Pero llegó el dinero, las complicidades, los partidos y las obras y se perdió el encanto. Hoy, en un espacio destinado al ejercicio democrático más fresco y puro, diputados, pre-pre-aspirantes, secretarios, ediles y burócratas buscan privilegios personales a perpetuidad. Quieren que gane “su” gente, lo que ya de por sí nos habla del sentido patrimonialista que dan a la actividad que practican, y que ellos dicen es la política. Construyen su “avanzada” sin detenerse en el perfil o el prestigio que tengan “sus” candidatos en cada comunidad. No importa que se trate de elegir representantes y autoridades. Ellos reclaman incondicionales.
Desde la antigua liturgia priísta, las elecciones de agentes y sub-agentes municipales son responsabilidad del alcalde.
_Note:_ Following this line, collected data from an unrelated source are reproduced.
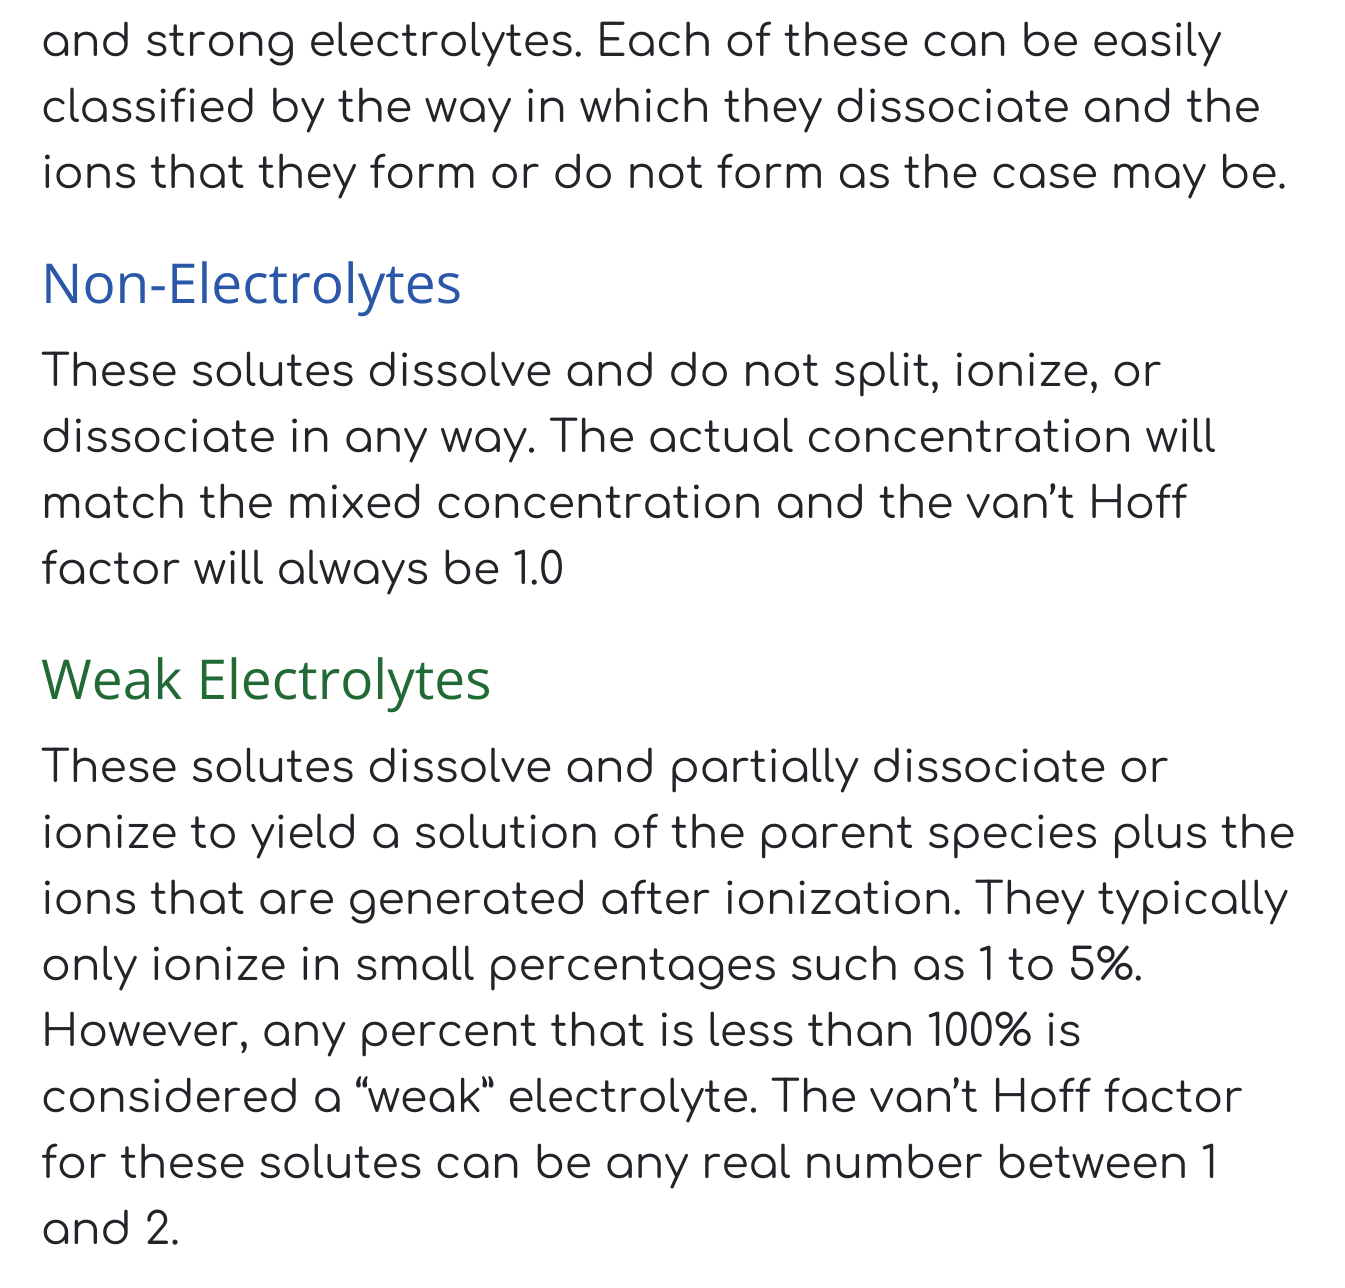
import math
import cairo

surface = cairo.ImageSurface(cairo.FORMAT_RGB24, 1345, 1288)
ctx = cairo.Context(surface)
options = cairo.FontOptions()
options.set_hint_metrics(cairo.HINT_METRICS_OFF)
options.set_hint_style(cairo.HINT_STYLE_NONE)
ctx.set_font_options(options)
ctx.set_miter_limit(4)


def set_color(code):
    ctx.set_source_rgb(*(v / 255 for v in bytes.fromhex(code[-6:])))


def draw_text(x, y, s, family, size, color, bold=False, italic=False):
    ctx.select_font_face(family, cairo.FONT_SLANT_ITALIC if italic else cairo.FONT_SLANT_NORMAL, cairo.FONT_WEIGHT_BOLD if bold else cairo.FONT_WEIGHT_NORMAL)
    ctx.set_font_size(size)
    set_color(color)
    ctx.move_to(x, y)
    ctx.show_text(s)


set_color("#ffffff")
ctx.paint()
draw_text(41, 56, "and strong electrolytes. Each of these can be easily", "Comfortaa", 44, "#212529")
draw_text(41, 122, "classified by the way in which they dissociate and the", "Comfortaa", 44, "#212529")
draw_text(41, 188, "ions that they form or do not form as the case may be.", "Comfortaa", 44, "#212529")
draw_text(41, 303, "Non-Electrolytes", "Open Sans", 55, "#2a57a7")
draw_text(41, 386, "These solutes dissolve and do not split, ionize, or", "Comfortaa", 44, "#212529")
draw_text(41, 452, "dissociate in any way. The actual concentration will", "Comfortaa", 44, "#212529")
draw_text(41, 518, "match the mixed concentration and the van’t Hoff", "Comfortaa", 44, "#212529")
draw_text(41, 584, "factor will always be 1.0", "Comfortaa", 44, "#212529")
draw_text(41, 699, "Weak Electrolytes", "Open Sans", 55, "#216935")
draw_text(41, 782, "These solutes dissolve and partially dissociate or", "Comfortaa", 44, "#212529")
draw_text(41, 848, "ionize to yield a solution of the parent species plus the", "Comfortaa", 44, "#212529")
draw_text(41, 914, "ions that are generated after ionization. They typically", "Comfortaa", 44, "#212529")
draw_text(41, 980, "only ionize in small percentages such as 1 to 5%.", "Comfortaa", 44, "#212529")
draw_text(41, 1046, "However, any percent that is less than 100% is", "Comfortaa", 44, "#212529")
draw_text(41, 1112, "considered a “weak” electrolyte. The van’t Hoff factor", "Comfortaa", 44, "#212529")
draw_text(41, 1178, "for these solutes can be any real number between 1", "Comfortaa", 44, "#212529")
draw_text(41, 1244, "and 2.", "Comfortaa", 44, "#212529")
surface.write_to_png("output.png")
Lo que sucede en el municipio es culpa o mérito del Presidente Municipal, cuyo liderazgo se legitima tanto como lo meritorio de su actuación como gobernante. Desde siempre hubo adversarios, contrarios, envidias, rencores. Ocupaban un lugar enfrente, que podía ser más o menos pasivo y más o menos intenso, pero visible. Entonces llegaron los saltimbanquis, los intereses compraron la ideología y las ambiciones superaron a los aspirantes, y hoy, dentro y fuera de los Palacios Municipales se aprestan enemigos que tienden la mano mientras menosprecian y embisten a los recién llegados.
No tendría porque ser así. Podrían acordar pactos, intercambiar apoyos, unificar candidaturas, sumas esfuerzos. Pero los de afuera se niegan a aceptar lo que son y se sienten superiores a los que están. Ladinos, manipulan a los medios diciéndose sus aliados. Y los medios se manipulan a sí mismos creyéndose muy astutos. En todo caso, tocan partituras ajenas con instrumentos prestados mientras los hacen creer que interpretan obras de su autoría.
Los ansiosos, atolondrados, no recuerdan que su jefe les ordenó a todos consolidar lo que dicen haber ganado en septiembre antes de pensar en las próximas elecciones. Pero las suyas no son aspiraciones. Son una amenaza, obsesiones que avanzan ante la resignación de los débiles y el agasajo de los oportunistas. Tienen que actuar cómo si fueran los únicos, porque saben que no son los mejores. Cómo si el sexenio no llevara más de la mitad. Como si sus sueños no pudieran acabar en frustraciones. Cómo si los triunfos y las derrotas fueran eternos. Como si aquí solo hubiera pusilánimes, convenencieros y conformistas. Y no es así.